**SOURCE RECORDS**

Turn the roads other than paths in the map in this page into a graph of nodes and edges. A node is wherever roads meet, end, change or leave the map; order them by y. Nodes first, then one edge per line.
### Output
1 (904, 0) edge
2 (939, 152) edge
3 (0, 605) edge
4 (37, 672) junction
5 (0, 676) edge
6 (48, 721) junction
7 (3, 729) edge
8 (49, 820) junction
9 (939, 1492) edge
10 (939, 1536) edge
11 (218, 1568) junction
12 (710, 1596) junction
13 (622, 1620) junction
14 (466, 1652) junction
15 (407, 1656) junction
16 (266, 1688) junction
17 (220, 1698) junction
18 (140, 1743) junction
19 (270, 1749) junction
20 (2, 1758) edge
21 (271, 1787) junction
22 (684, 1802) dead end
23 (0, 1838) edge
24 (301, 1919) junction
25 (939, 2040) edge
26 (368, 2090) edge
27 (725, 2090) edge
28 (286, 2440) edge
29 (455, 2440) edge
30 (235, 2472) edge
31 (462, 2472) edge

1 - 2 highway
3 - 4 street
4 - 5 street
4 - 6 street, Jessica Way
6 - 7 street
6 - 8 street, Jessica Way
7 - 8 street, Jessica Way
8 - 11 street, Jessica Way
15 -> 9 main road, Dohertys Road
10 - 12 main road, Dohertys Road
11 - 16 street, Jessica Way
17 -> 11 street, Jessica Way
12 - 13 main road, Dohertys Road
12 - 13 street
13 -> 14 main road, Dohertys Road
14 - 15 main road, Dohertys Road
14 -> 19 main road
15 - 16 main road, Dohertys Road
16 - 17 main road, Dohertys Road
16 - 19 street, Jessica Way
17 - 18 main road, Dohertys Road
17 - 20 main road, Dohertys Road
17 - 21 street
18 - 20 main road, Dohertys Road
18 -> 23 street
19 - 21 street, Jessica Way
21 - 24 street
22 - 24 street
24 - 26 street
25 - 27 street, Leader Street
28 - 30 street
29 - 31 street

**WORK ORDER**
Copy out every line from the data above that has "Jessica" in it.

**EXPECTED ANSWER**
4 - 6 street, Jessica Way
6 - 8 street, Jessica Way
7 - 8 street, Jessica Way
8 - 11 street, Jessica Way
11 - 16 street, Jessica Way
17 -> 11 street, Jessica Way
16 - 19 street, Jessica Way
19 - 21 street, Jessica Way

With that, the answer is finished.